▶ What is required: Where in the entries below does "graph" appear? Copy every line that has it.

Recorded data START

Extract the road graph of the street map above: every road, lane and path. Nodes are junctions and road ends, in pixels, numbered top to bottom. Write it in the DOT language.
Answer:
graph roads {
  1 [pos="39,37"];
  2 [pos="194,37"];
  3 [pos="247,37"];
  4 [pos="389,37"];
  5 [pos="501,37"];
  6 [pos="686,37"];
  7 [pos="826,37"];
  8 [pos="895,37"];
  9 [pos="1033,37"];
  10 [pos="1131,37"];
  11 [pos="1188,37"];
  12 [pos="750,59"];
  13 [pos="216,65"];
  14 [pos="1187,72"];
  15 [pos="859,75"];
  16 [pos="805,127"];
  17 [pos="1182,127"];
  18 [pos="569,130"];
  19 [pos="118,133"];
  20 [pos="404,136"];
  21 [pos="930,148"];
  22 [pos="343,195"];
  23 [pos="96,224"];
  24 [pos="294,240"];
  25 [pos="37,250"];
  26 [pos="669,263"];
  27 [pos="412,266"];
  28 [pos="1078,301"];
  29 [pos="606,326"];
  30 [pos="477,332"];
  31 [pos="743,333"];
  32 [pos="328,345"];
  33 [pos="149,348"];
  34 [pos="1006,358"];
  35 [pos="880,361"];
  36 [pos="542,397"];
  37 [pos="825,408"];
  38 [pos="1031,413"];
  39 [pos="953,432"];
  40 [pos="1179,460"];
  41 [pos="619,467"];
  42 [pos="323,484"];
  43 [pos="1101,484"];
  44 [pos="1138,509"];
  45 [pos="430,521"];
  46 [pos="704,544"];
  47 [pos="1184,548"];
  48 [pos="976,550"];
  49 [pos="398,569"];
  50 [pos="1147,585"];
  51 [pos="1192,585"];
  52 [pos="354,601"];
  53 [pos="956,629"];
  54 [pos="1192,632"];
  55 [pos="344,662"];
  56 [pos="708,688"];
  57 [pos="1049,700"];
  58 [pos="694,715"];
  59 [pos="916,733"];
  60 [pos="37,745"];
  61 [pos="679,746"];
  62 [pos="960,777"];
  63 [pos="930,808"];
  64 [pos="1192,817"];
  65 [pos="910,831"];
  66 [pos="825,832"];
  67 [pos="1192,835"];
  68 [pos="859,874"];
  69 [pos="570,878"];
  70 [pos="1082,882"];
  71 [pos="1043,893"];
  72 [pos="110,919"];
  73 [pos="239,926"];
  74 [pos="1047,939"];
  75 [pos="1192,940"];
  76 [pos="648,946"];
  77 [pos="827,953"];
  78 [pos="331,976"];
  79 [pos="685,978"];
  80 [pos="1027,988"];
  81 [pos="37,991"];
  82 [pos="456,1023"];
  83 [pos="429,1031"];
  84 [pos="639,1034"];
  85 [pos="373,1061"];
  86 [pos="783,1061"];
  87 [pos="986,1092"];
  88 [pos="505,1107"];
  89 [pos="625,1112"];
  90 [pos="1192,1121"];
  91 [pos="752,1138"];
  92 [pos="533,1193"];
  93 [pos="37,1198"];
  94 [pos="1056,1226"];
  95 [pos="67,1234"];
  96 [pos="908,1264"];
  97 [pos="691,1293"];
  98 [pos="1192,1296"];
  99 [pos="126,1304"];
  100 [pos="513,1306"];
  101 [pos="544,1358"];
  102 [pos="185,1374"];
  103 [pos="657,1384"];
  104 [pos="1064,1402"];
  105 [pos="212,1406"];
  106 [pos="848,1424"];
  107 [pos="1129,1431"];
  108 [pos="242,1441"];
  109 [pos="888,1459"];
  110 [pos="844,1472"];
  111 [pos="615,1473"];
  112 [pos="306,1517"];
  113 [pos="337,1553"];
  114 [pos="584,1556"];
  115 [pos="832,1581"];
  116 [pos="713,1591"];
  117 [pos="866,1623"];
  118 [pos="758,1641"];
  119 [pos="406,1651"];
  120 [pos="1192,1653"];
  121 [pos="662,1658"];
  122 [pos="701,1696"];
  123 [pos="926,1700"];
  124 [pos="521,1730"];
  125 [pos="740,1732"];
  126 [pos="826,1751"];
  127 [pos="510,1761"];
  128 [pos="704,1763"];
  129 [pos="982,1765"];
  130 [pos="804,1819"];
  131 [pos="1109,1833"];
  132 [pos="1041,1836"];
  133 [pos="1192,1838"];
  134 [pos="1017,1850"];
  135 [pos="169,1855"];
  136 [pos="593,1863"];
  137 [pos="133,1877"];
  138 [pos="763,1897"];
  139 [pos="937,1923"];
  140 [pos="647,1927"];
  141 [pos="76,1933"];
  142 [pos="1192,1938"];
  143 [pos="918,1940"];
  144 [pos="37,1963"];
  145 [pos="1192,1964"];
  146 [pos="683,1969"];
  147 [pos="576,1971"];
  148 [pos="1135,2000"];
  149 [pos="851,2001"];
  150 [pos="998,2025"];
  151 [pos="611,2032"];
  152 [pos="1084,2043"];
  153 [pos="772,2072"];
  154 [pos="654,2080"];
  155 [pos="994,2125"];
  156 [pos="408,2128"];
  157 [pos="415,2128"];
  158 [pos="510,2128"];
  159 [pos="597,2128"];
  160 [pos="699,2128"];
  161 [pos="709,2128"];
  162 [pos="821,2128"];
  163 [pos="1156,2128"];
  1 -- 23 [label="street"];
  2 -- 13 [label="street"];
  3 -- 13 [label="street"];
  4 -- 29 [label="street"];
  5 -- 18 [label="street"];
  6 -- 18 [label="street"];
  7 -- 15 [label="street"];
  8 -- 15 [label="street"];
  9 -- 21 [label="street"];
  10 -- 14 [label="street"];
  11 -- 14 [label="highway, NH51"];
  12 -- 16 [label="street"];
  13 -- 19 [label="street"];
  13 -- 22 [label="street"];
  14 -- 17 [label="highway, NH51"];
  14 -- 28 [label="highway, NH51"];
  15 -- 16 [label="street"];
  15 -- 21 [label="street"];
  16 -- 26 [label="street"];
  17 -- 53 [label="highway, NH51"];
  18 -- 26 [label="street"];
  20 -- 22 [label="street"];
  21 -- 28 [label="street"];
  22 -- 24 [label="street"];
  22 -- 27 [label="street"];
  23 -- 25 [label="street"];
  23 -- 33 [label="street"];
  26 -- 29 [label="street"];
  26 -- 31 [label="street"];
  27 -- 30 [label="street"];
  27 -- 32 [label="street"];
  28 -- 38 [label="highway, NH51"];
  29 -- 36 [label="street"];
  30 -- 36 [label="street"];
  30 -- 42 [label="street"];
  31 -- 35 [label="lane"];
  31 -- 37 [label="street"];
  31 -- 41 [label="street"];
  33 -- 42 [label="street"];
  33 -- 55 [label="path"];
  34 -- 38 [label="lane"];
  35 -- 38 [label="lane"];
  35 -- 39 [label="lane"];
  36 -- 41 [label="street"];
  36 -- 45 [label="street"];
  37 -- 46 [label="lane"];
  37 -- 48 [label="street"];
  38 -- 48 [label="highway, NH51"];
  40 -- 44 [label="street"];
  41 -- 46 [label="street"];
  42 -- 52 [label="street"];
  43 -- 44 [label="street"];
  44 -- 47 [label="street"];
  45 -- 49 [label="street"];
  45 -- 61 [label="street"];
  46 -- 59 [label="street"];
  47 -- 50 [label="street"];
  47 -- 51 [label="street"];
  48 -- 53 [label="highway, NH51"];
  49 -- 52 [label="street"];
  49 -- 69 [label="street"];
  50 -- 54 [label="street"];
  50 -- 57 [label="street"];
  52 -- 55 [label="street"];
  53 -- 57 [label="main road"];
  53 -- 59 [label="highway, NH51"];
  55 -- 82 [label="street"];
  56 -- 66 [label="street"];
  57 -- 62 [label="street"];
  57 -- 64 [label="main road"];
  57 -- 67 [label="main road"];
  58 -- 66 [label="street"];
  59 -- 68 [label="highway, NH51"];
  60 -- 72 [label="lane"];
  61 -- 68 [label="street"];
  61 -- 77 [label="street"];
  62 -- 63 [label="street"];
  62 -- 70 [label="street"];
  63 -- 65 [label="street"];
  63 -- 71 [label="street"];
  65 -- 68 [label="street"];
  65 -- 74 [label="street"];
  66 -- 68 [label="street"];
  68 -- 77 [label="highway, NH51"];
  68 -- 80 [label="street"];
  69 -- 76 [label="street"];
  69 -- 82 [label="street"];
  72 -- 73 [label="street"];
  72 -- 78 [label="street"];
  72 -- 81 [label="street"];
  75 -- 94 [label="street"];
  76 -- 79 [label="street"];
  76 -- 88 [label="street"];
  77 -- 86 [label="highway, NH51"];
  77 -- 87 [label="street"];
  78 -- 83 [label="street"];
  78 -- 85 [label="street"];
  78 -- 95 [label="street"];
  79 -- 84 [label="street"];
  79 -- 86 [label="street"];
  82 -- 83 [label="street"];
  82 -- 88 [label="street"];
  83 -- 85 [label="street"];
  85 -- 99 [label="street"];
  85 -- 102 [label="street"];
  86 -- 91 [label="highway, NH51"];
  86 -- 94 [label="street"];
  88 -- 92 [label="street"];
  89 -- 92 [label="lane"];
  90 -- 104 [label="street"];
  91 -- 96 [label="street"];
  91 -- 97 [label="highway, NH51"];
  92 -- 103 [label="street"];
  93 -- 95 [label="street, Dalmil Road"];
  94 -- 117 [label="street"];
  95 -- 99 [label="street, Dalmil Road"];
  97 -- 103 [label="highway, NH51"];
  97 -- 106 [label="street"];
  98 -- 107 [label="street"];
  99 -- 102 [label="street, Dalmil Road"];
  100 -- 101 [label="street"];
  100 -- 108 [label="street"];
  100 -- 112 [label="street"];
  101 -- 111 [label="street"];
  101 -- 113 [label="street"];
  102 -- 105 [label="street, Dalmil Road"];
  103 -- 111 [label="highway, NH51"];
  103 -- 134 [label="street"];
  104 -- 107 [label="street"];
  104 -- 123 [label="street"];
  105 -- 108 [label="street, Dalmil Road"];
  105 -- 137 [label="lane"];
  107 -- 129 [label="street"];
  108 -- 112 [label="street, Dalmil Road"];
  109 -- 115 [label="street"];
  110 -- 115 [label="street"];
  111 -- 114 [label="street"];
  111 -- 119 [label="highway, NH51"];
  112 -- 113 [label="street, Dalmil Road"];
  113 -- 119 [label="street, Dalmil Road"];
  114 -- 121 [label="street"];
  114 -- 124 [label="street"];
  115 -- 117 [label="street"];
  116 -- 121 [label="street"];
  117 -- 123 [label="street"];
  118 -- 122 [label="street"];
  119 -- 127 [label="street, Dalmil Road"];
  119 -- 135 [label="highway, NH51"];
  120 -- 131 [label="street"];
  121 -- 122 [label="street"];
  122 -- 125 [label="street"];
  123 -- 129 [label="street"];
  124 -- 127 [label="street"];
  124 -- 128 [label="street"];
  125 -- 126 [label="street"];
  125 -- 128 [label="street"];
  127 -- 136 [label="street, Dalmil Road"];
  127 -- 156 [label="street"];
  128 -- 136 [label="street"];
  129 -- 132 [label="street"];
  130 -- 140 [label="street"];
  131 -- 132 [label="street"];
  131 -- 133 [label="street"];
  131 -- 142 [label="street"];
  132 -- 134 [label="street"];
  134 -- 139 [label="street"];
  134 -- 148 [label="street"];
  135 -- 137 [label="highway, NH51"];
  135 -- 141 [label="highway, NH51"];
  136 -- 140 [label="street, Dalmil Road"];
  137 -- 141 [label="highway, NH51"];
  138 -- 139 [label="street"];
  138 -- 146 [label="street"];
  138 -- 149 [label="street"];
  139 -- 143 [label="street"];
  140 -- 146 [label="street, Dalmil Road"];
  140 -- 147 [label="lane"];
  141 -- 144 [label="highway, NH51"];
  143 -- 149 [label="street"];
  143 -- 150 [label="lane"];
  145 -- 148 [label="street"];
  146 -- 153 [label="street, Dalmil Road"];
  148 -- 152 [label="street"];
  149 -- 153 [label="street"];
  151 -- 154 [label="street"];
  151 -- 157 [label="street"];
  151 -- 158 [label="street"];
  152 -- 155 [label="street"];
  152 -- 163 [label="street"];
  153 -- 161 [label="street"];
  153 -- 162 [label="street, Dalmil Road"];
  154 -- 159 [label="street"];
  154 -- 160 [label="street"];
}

Recorded data END

▶ Answer:
Extract the road graph of the street map above: every road, lane and path. Nodes are junctions and road ends, in pixels, numbered top to bottom. Write it in the DOT language.
graph roads {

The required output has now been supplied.